Marco Anghileri (Photo Facebook Marco Anghileri)
Marco Anghileri (Photo Facebook Marco Anghileri)

LECCO — Un dna da grande alpinista, un carattere riflessivo e determinato, un viso “aperto e pulito, pur se segnato da un’espressione intensa e seria”. Questo era Marco Anghileri nella descrizione di Renato Firgerio, attuale segretario del gruppo alpinistico dei Gamma: quello che riportiamo di seguito è il bel ritratto da lui scritto nel 2000, quando Anghileri aveva solo 28 anni, in occasione della sua eccezionale prima solitaria invernale della via Solleder sulla nordovest della Civetta.

“Guardandolo anagraficamente, ci troviamo di fronte ad un ragazzo, perché al giorno d’oggi così si presenta un giovane che non ha ancora compiuto i 28 anni: ma Marco Anghileri ragazzo lo è propriamente anche nell’aspetto, nel suo volto aperto e pulito, pur se segnato da un’espressione intensa e seria, rivelatrice della sua indole riflessiva e determinata.

La sua passione per l’alpinismo è tracciata in un solco dinastico, come del resto è già stato per il fratello maggiore Giorgio, troppo presto strappato all’alpinismo da un banale incidente di strada. Il cammino è stato segnato dal nonno Adolfo, allievo del grande Gigi Vitali, che negli anni trenta veniva guardato come un’autentica promessa, bloccata poi da una menomazione ad una gamba per una grave ferita bellica. Quello che è sfuggito alla conquista del nonno diventa comunque appannaggio superlativo del padre: Aldo Anghileri è uno dei nomi sacri dell’alpinismo lecchese, di quella schiera che, in continuità con la scuola scaturita da Cassin, ha continuato degnamente in montagna una tradizione che molti invidiano a Lecco. Papà Aldo è uno che sul VI grado ha fatto cose pazzesche, ma ha pure saputo guardare in profondità ai problemi che si agitavano nei giovani come lui e in quelli che, appena adolescenti, stavano confluendo numerosi tra gli appassionati di montagna con l’evidente esigenza di un forte cambiamento e di far prevalere senza limiti la loro personalità. In funzione di questi ideali, Aldo non ha esitato a lasciare il suo prestigioso gruppo dei Ragni, per fondare, con pochi altri, un nuovo gruppo alpinistico lecchese, il Gamma, di cui diventa il primo presidente.

Chissà quante volte il piccolo Marco si sarà fatto raccontare dal padre lo scenario di questi avvenimenti, oltre naturalmente tutte le spericolate imprese da lui collezionate sulle più belle pareti delle Alpi e delle Dolomiti!

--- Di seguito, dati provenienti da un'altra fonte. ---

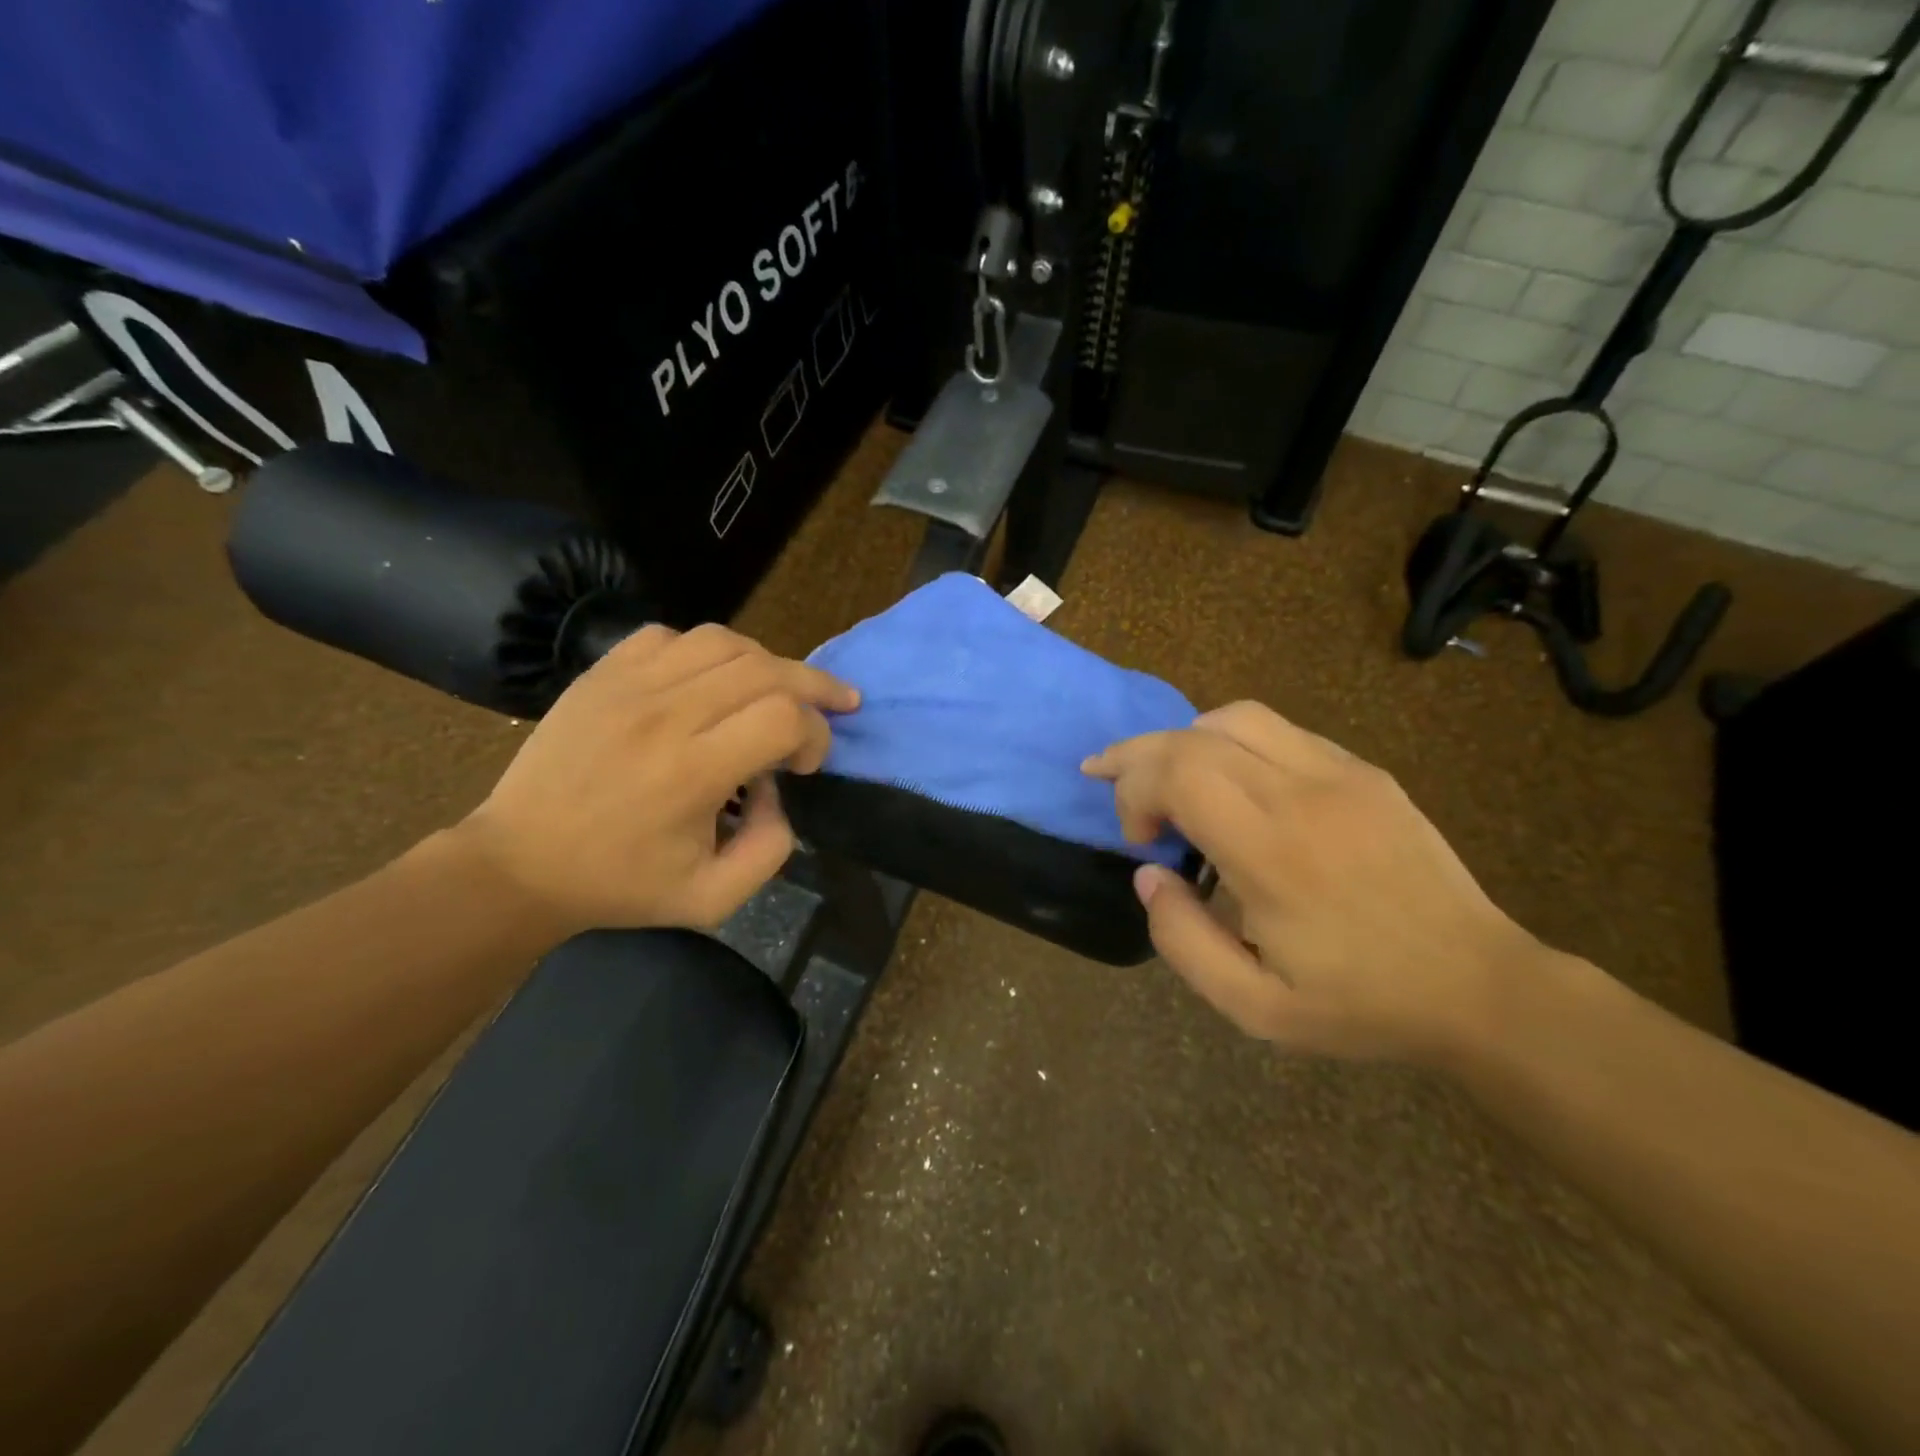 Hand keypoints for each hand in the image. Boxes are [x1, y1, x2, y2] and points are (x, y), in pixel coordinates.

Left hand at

L’ambiente della montagna diventa perciò subito il suo humus, e qui la preziosa piantina si alimenta e cresce in modo tanto rigoglioso come forse nemmeno il padre avrebbe potuto sperare. Non è questo il luogo dove ricordare i suoi inizi, i suoi rapidi progressi, la sue strepitose vittorie: qui si vuole solo riuscire a capire qualcosa di lui, del suo carattere, delle sue motivazioni per imbarcarsi in quello che i ragazzi della sua età normalmente rifuggono. A noi comunque è concesso comprenderlo solo guardandolo dal di fuori e arguire da lì qualche aspetto del suo carattere. Non c’è dubbio che Marco sia interessato a tutto ciò che riguarda la montagna e ne abbia fatto una ragione di vita.

Marco Anghileri in cima allo Spiz di Lagunaz (Photo Facebook Marco Anghileri)
Marco Anghileri in cima allo Spiz di Lagunaz (Photo Facebook Marco Anghileri)

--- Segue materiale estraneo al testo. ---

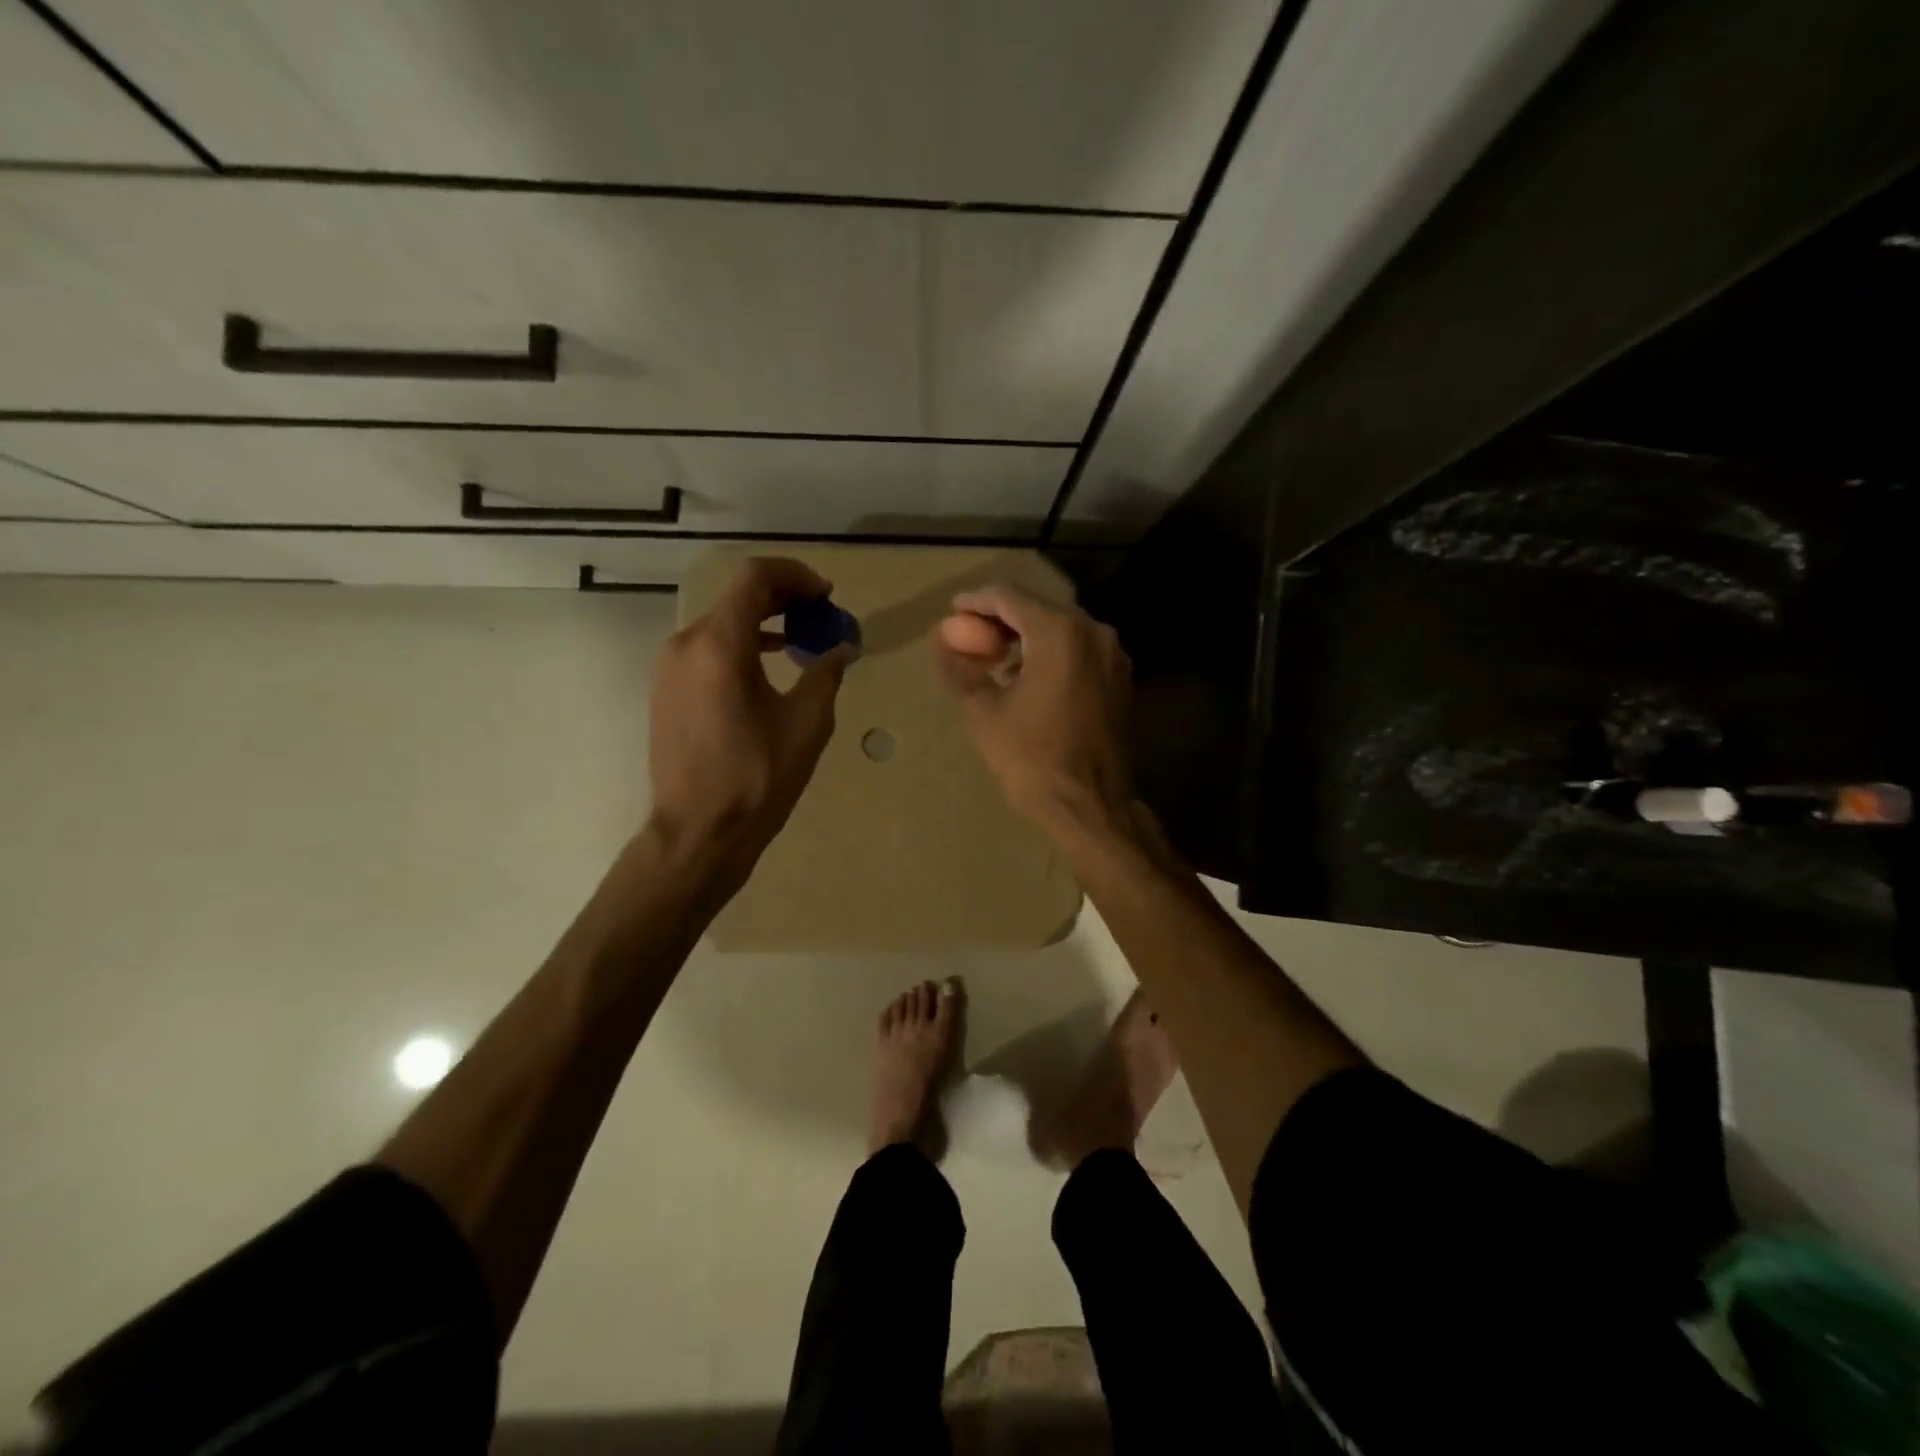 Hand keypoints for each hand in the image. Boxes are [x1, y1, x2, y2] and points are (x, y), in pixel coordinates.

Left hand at [648, 557, 852, 880]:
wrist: (698, 832)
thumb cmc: (757, 777)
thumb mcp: (807, 723)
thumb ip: (826, 673)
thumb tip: (841, 647)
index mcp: (719, 645)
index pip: (755, 578)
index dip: (796, 575)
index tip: (826, 595)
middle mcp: (686, 644)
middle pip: (736, 597)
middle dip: (784, 597)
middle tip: (822, 614)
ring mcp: (670, 667)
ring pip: (721, 622)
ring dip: (763, 621)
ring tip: (802, 638)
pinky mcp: (667, 690)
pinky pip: (708, 649)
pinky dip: (742, 644)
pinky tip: (770, 664)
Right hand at [934, 584, 1133, 840]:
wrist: (1091, 806)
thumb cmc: (1032, 759)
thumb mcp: (984, 712)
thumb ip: (961, 668)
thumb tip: (943, 640)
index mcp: (1060, 633)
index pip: (1010, 598)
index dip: (976, 601)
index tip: (952, 612)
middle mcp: (1093, 632)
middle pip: (1038, 609)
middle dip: (1000, 619)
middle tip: (969, 636)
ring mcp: (1112, 656)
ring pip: (1060, 629)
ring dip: (1025, 637)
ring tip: (993, 658)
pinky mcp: (1119, 679)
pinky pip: (1077, 651)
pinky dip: (1049, 654)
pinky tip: (1026, 677)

La sede dei Gamma è diventato il suo ambiente abituale, e, vivendo in un gruppo, si sente impegnato a portare il suo attivo contributo, cercando di conciliarlo al meglio con i periodi di preparazione e allenamento che la sua attività alpinistica richiede. Al gruppo ha sempre donato la sua presenza, che significa trasmissione di importanti esperienze, il suo contributo nelle scelte di decisioni determinanti, una collaborazione attiva e concreta nell’attuazione della scuola di roccia e nell’organizzazione del campeggi. Molti giovani hanno trovato in lui l’istruttore ideale, che non fa sfoggio della sua evidente superiorità, ma con attenzione ed amicizia riesce ad indicare la bellezza dell’arrampicata e a guidare con proprietà al suo rischioso approccio. Pur amando stare in compagnia, riuscendo ad intrattenere ed a divertire, la sua predilezione per la salita solitaria parla apertamente del suo carattere orientato all’indipendenza, a non farsi condizionare dalle opinioni e dalle attitudini degli altri, come pure di una sensibilità che non vuole imporre ad altri la sue preferenze e la sue decisioni. Ma non soltanto questi sono i motivi che lo inducono a stare spesso solo, specialmente nelle prove più difficili ed impegnative.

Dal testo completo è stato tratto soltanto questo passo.